E se o Estado não tem tido condições de ser o líder das prisões, seja quem for o líder do momento, esse é um fato, nossas prisões têm sempre um líder. Faz parte mesmo da natureza do ser humano, reunido, obrigatoriamente ou não, sempre escolhe, tacitamente ou expressamente, um líder.

Pois bem, partindo desse pressuposto, não há problema nenhum que esse líder diga para quem quer que for do lado de fora que não vai mais haver depredação, assassinatos de policiais em massa, atentados contra instituições.

Ah, mas o Estado não pode prometer nada para esse preso! Claro, e nem deve, foi o que eu disse, bastando que ele continue preso e a população morra menos, o “acordo” é melhor para a sociedade.

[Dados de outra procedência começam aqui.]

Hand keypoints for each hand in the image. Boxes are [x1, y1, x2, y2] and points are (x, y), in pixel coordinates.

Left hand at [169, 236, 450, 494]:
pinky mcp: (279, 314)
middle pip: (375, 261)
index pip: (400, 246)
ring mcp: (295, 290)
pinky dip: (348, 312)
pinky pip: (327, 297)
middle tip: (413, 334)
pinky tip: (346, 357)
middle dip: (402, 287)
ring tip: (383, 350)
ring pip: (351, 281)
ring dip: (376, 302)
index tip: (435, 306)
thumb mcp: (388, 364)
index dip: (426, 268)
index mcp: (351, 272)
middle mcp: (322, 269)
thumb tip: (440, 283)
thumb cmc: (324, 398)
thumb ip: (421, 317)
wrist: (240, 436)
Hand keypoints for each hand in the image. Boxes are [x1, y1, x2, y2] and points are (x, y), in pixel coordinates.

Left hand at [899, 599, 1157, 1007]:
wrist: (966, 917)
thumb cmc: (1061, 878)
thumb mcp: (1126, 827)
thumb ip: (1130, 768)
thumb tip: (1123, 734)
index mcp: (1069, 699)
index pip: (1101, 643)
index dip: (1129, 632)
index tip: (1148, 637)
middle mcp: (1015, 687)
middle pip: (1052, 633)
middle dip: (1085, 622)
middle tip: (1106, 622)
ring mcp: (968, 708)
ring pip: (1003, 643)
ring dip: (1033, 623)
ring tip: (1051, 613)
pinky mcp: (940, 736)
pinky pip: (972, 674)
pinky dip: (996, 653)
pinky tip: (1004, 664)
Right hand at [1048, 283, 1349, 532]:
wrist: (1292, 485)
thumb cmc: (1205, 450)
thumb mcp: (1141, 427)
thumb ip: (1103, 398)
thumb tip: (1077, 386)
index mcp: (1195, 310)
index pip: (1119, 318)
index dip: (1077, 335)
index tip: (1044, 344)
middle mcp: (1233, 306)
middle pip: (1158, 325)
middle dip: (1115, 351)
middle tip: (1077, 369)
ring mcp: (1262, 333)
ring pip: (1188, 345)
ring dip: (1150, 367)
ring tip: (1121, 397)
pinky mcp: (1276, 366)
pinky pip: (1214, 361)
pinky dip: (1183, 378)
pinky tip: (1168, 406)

E coloco o “acordo” entre aspas porque o Estado realmente não precisa prometer nada, vai continuar prendendo quem tiver cometido crime na rua, vai continuar policiando os bairros, vai continuar tentando acabar com a droga do mundo, vai continuar fazendo o que quiser fazer, inclusive mantendo aquele preso, preso.

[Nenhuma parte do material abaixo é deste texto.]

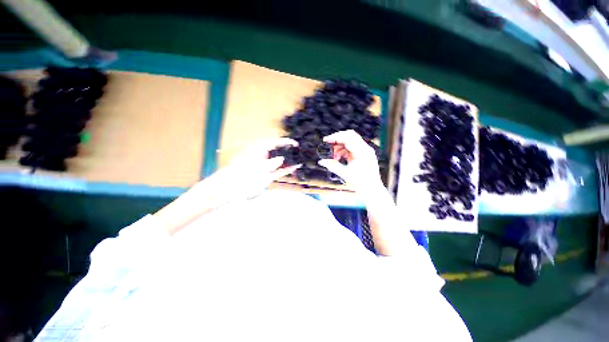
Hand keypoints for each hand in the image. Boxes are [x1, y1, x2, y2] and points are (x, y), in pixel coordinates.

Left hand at [155, 138, 300, 235]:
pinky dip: (286, 170)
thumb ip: (270, 164)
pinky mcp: (266, 176)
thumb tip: (281, 158)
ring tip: (301, 159)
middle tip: (301, 151)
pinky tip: (294, 168)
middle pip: (278, 151)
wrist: (227, 191)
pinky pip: (278, 171)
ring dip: (289, 161)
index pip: (274, 142)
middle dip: (289, 151)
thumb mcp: (256, 169)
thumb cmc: (239, 178)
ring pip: (279, 161)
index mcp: (257, 150)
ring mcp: (264, 167)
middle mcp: (262, 157)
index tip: (295, 143)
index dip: (285, 142)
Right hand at [318, 130, 382, 193]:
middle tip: (328, 145)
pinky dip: (344, 151)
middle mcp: (365, 149)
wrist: (372, 191)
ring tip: (335, 157)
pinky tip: (339, 158)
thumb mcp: (345, 174)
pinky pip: (352, 148)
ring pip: (350, 142)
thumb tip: (321, 161)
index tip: (325, 140)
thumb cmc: (361, 183)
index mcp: (362, 152)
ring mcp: (365, 151)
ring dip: (340, 147)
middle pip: (350, 136)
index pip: (347, 138)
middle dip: (338, 140)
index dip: (335, 137)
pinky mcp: (364, 155)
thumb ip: (332, 166)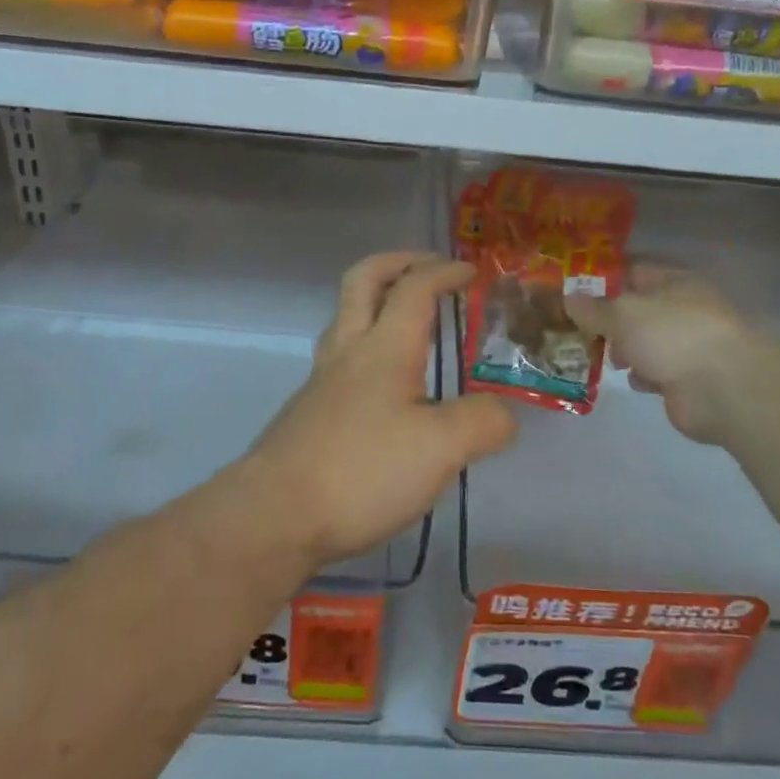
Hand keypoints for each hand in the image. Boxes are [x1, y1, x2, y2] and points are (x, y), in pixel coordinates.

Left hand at [232, 252, 517, 567]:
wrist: (275, 515)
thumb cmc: (362, 470)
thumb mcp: (441, 449)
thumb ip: (483, 423)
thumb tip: (503, 413)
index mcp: (384, 347)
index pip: (414, 288)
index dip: (444, 271)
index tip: (473, 272)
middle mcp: (349, 351)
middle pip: (363, 281)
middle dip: (396, 263)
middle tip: (427, 266)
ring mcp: (323, 380)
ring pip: (346, 317)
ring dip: (377, 301)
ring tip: (410, 320)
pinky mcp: (310, 411)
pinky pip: (342, 356)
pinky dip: (368, 345)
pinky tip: (388, 385)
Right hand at [566, 263, 750, 446]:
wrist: (721, 388)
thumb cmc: (671, 335)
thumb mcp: (623, 313)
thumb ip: (593, 307)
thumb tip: (568, 297)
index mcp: (672, 281)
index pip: (632, 269)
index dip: (602, 276)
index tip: (570, 286)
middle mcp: (681, 308)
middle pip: (636, 307)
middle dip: (607, 317)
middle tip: (575, 324)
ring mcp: (685, 343)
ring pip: (643, 340)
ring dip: (623, 348)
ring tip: (598, 354)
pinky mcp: (686, 377)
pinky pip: (654, 370)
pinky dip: (641, 374)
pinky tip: (629, 378)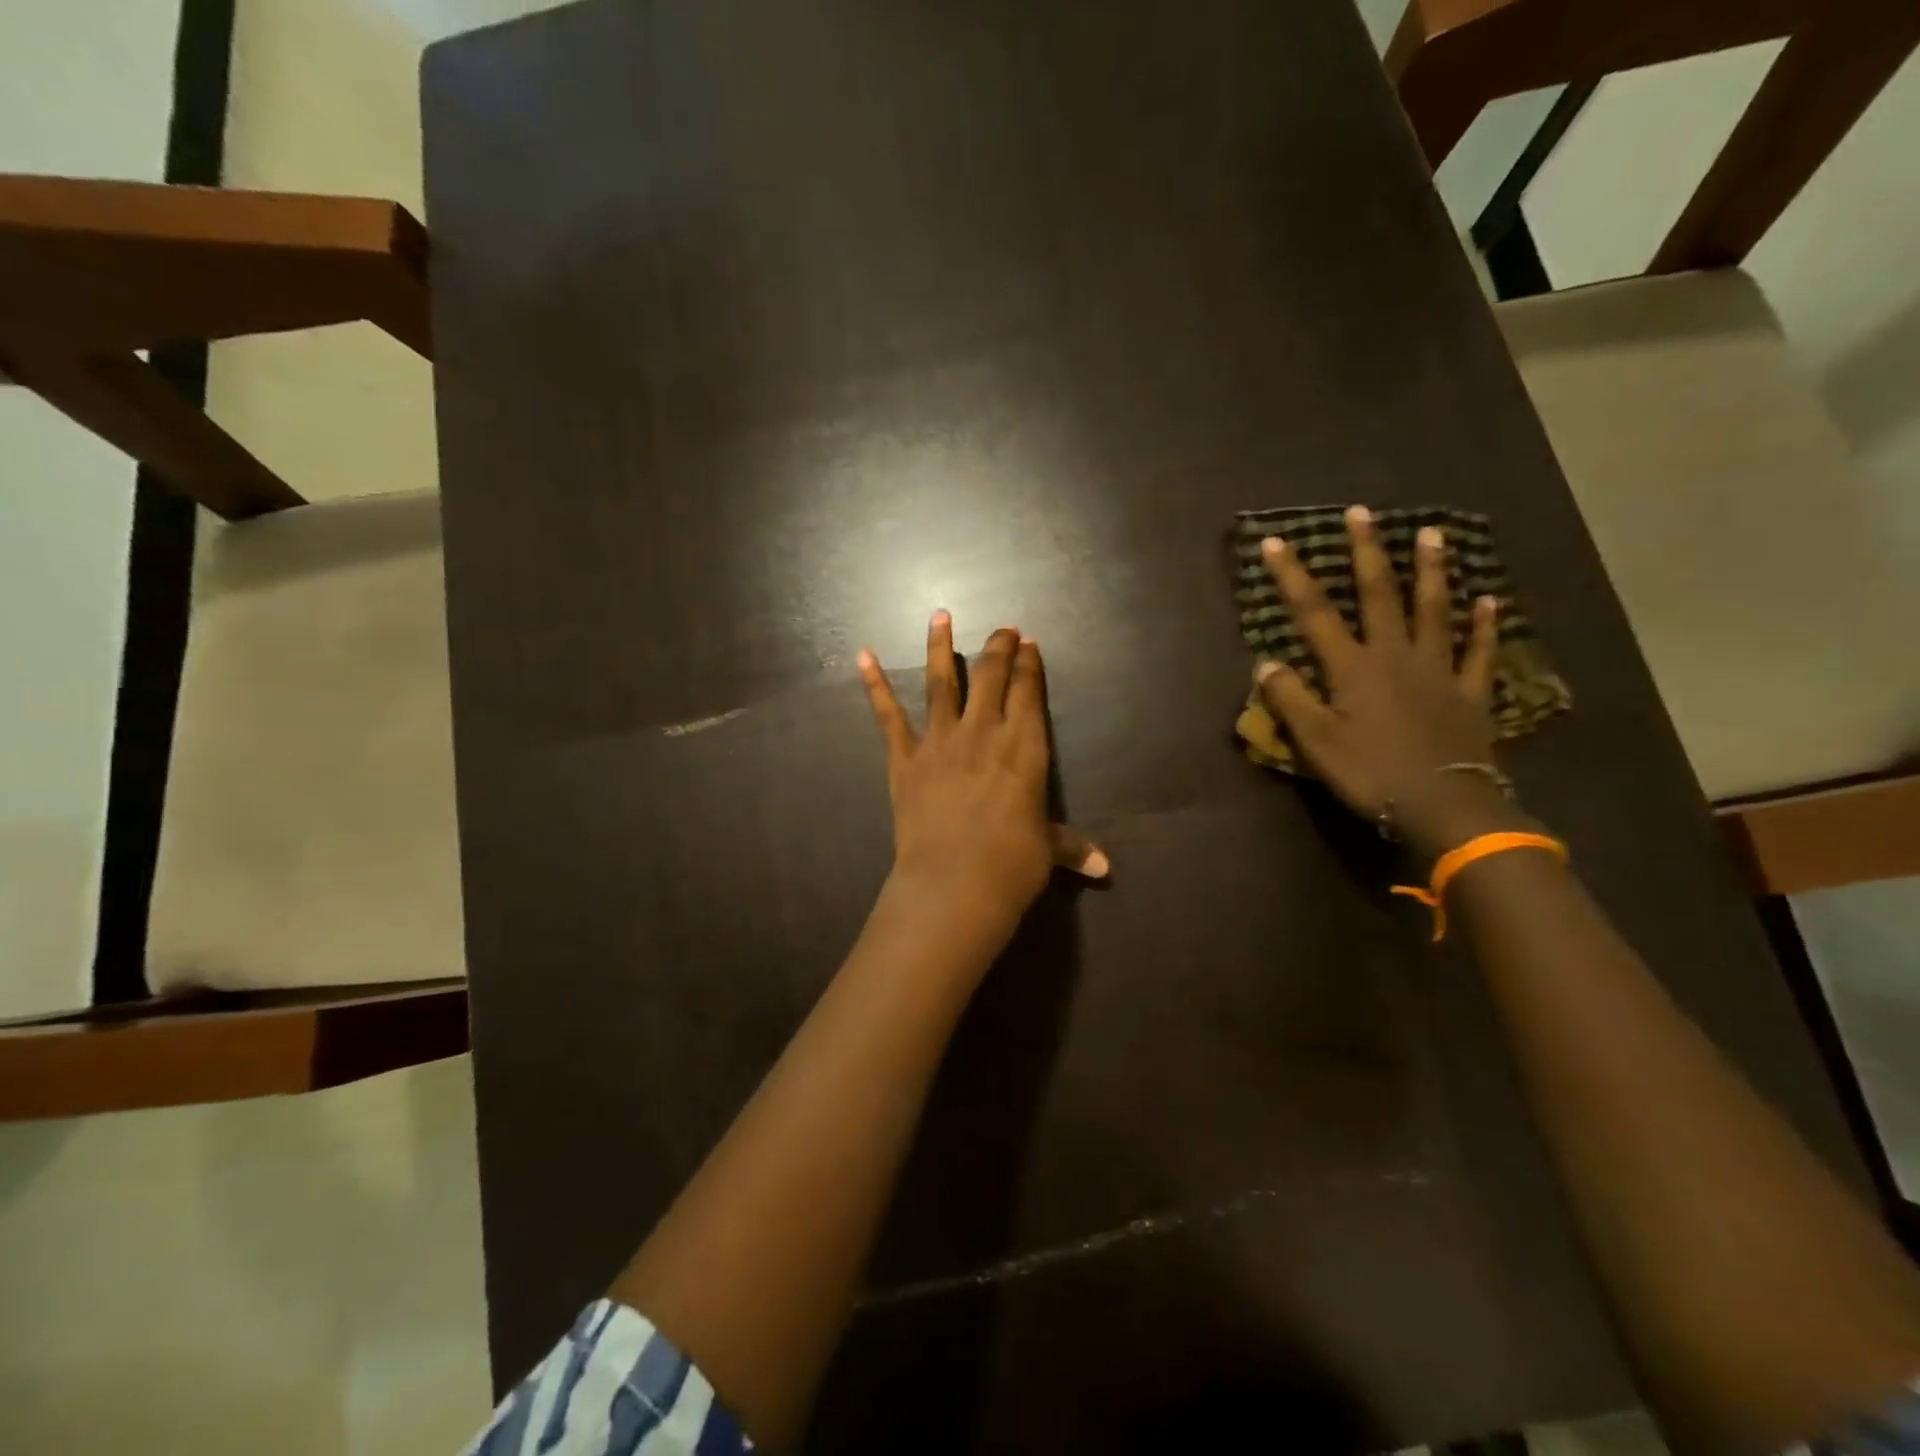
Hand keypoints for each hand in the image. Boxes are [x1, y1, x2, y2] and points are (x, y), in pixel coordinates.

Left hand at [859, 613, 1107, 944]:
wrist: (954, 884)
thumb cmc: (1011, 866)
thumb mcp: (1048, 851)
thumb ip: (1072, 847)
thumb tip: (1106, 868)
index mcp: (1024, 746)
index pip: (1028, 691)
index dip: (1030, 664)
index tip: (1029, 642)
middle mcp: (983, 731)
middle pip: (991, 675)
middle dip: (998, 646)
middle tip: (1003, 628)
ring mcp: (940, 740)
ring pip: (941, 681)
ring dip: (941, 646)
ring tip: (940, 615)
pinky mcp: (904, 758)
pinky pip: (888, 715)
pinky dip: (874, 684)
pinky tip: (862, 656)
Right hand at [1256, 505, 1523, 854]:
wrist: (1444, 806)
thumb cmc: (1371, 773)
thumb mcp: (1316, 742)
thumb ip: (1290, 699)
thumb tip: (1266, 662)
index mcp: (1353, 668)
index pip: (1315, 614)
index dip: (1292, 577)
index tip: (1275, 542)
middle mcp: (1395, 656)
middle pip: (1379, 595)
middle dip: (1367, 553)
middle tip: (1362, 513)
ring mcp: (1438, 670)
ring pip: (1434, 611)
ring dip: (1431, 571)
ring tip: (1432, 534)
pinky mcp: (1470, 693)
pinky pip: (1479, 652)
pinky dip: (1484, 626)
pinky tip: (1490, 601)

Ah, mas aquele preso vai ficar rico, mandando no tráfico de drogas! Bem, quando ele, aquele preso, aparecer com uma fazenda onde um helicóptero for encontrado com meia tonelada de cocaína, aí nós voltamos a conversar, aí talvez ele possa ser transferido para um órgão federal, desde que não seja um órgão em Brasília, mas até então, acordo ou não, melhor que morra menos gente nessa bagunça toda.

Luís Carlos Valois é Juiz de direito no Amazonas, mestre e doutor em direito penal e criminologia pela USP, pós-doutorando em criminologia em Hamburgo – Alemanha, membro da Associação de Juízes para Democracia e do Instituto Brasileiro de Ciências Criminais.